*** Opening of Material to process ***
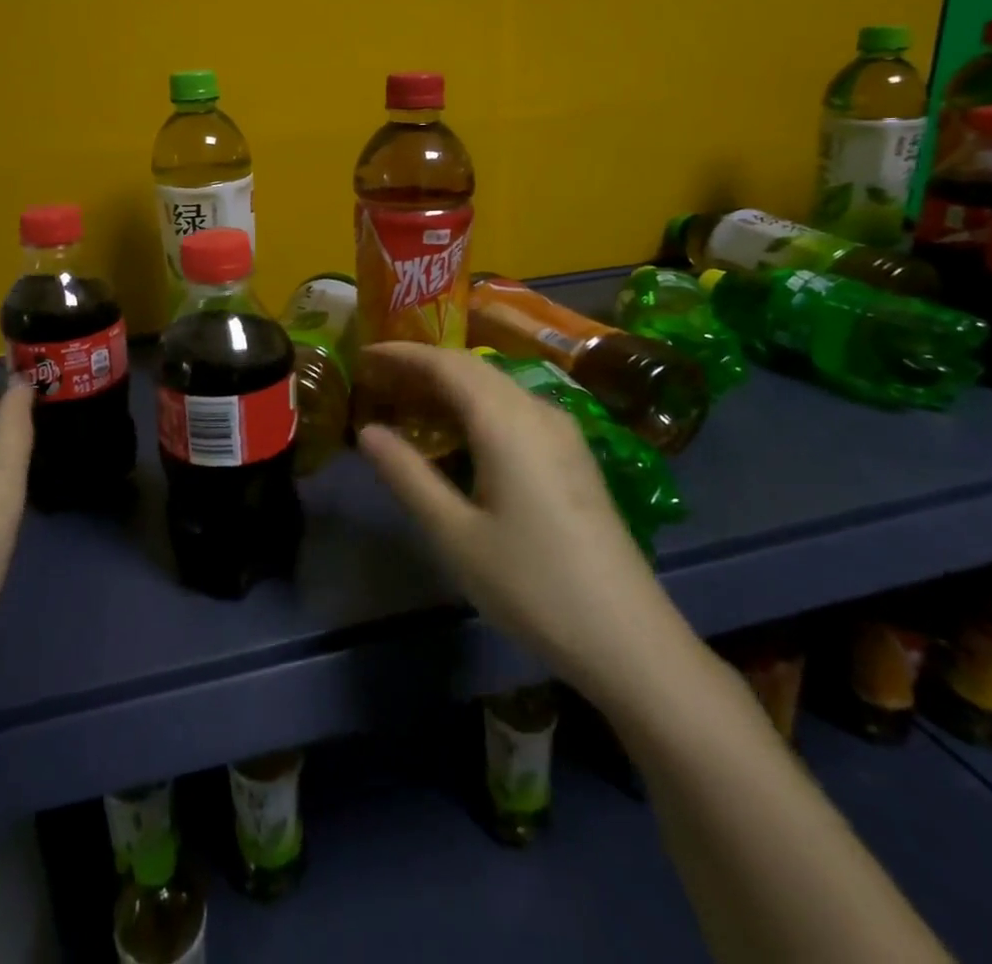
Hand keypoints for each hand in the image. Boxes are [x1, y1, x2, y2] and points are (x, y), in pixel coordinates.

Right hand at [356, 343, 693, 712]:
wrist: (628, 638)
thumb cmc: (531, 584)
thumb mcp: (454, 534)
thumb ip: (407, 474)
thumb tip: (367, 430)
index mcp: (507, 421)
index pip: (446, 363)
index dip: (403, 353)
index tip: (364, 353)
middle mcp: (537, 411)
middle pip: (473, 367)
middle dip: (423, 365)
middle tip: (377, 378)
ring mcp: (562, 431)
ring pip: (496, 386)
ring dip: (450, 384)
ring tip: (407, 401)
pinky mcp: (573, 455)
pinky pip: (514, 408)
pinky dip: (476, 405)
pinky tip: (458, 433)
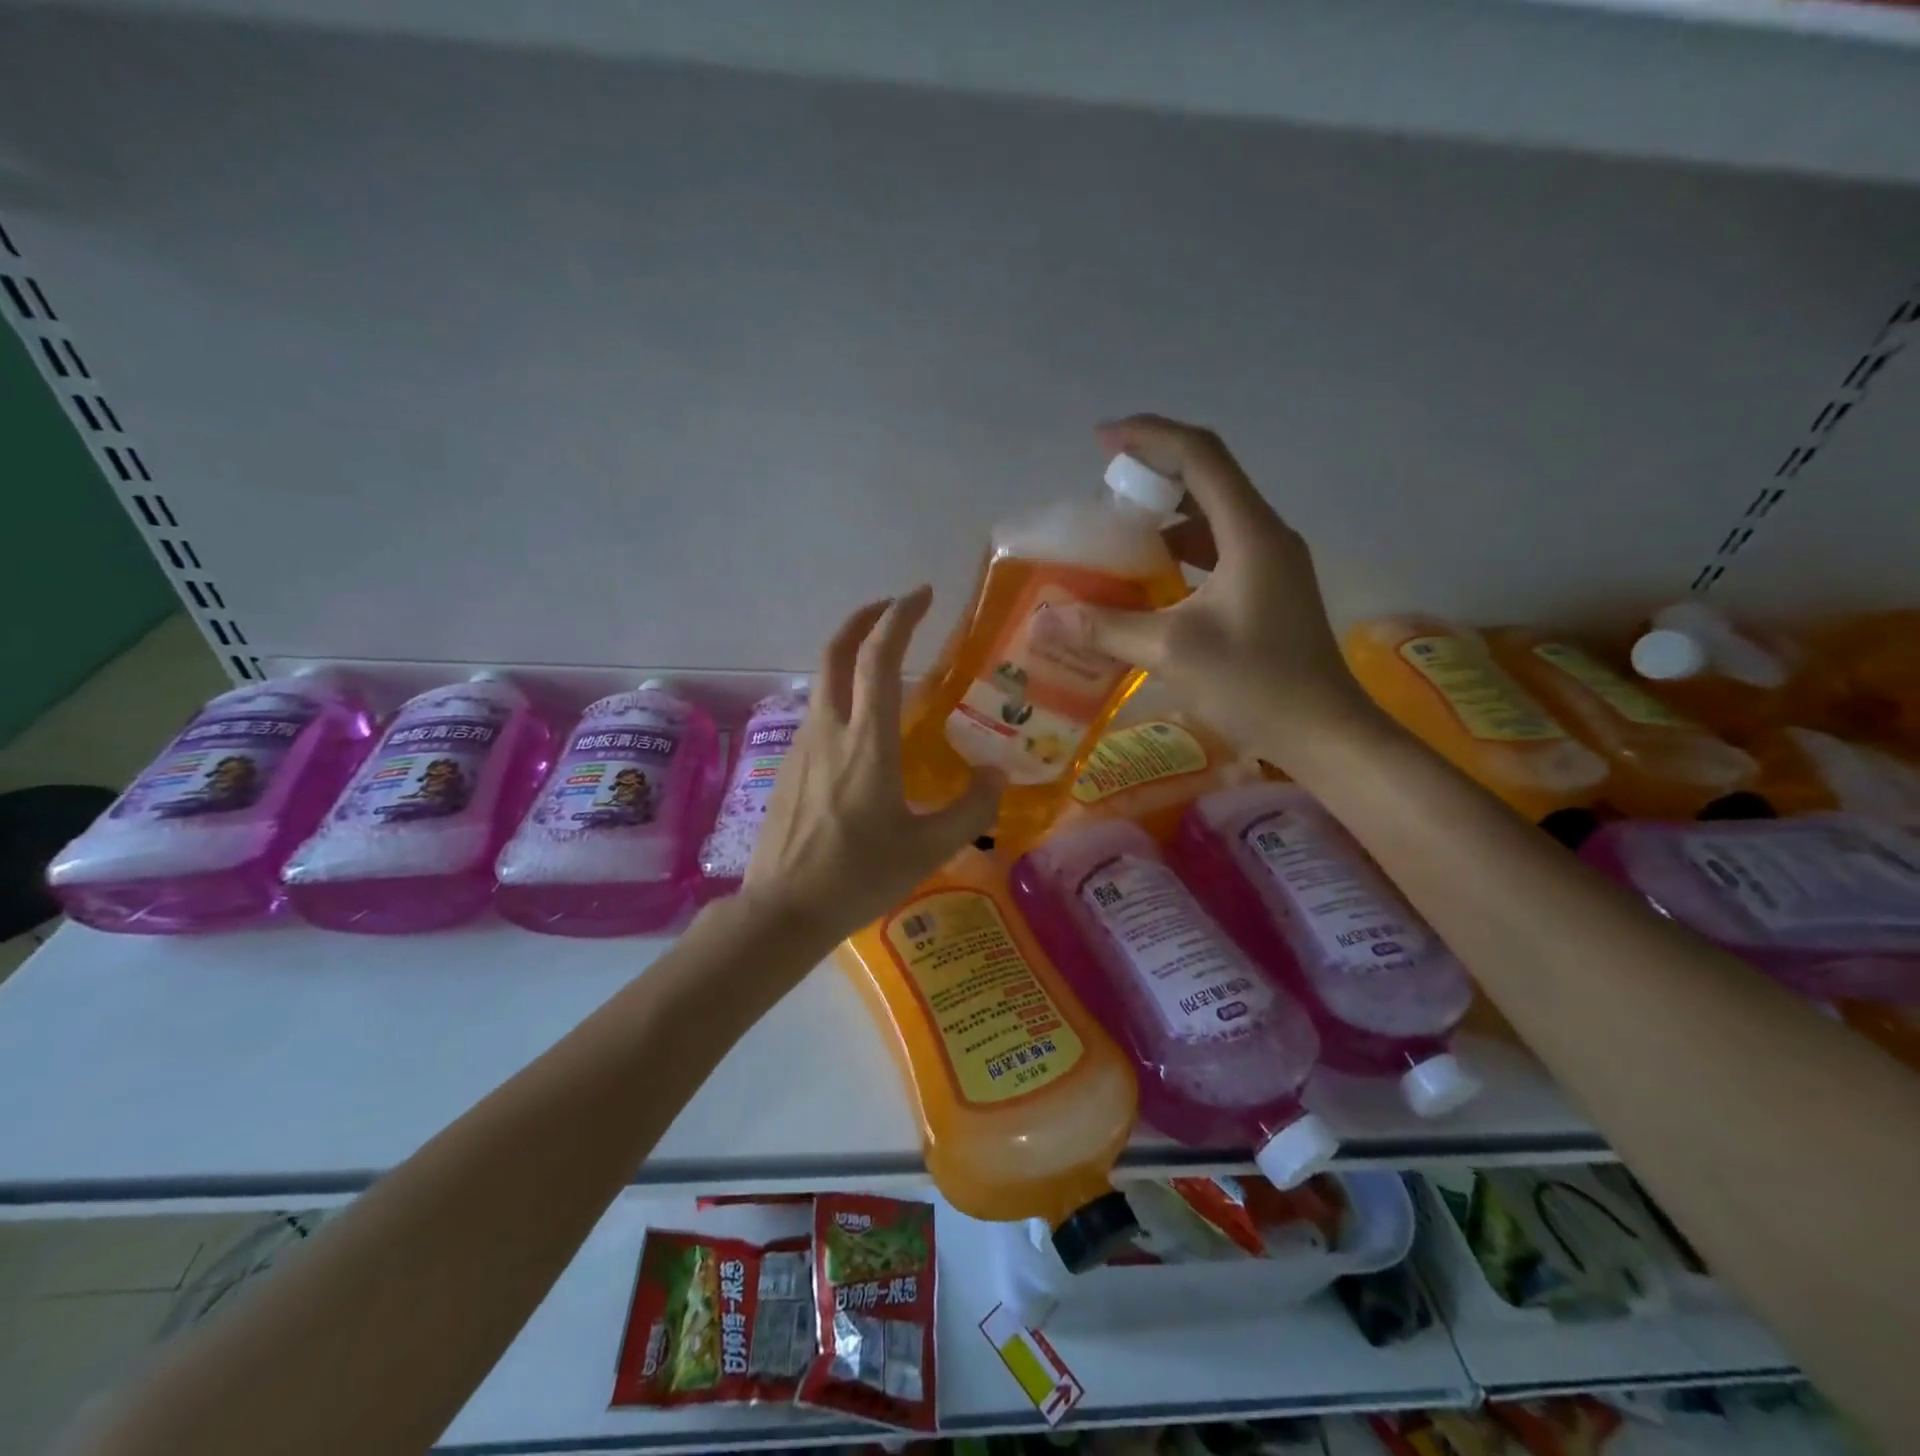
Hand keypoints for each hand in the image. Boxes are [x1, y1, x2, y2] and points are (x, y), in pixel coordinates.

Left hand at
*** Close of Material to process ***
▶ [What is being asked]
Pictures are to be left out; the lines from the start of the records above through the line holding "ring pip: (496, 386)" are to be returned exactly.

▶ [Solved problem]
Hand keypoints for each hand in the image. Boxes are [x1, y1, x2, y2] and points are (x, y), in pixel coordinates.

Right hand at [356, 343, 693, 712]:
wrist: (628, 638)
thumb cmc: (531, 584)
thumb mcp: (454, 534)
thumb ip: (407, 474)
thumb tip: (367, 430)
index mcp: (507, 421)
index pip: (446, 363)
index dip: (403, 353)
index tip: (364, 353)
middle mcp: (537, 411)
middle pip: (473, 367)
middle dip: (423, 365)
middle tip: (377, 378)
ring mcp: (562, 431)
ring pip: (496, 386)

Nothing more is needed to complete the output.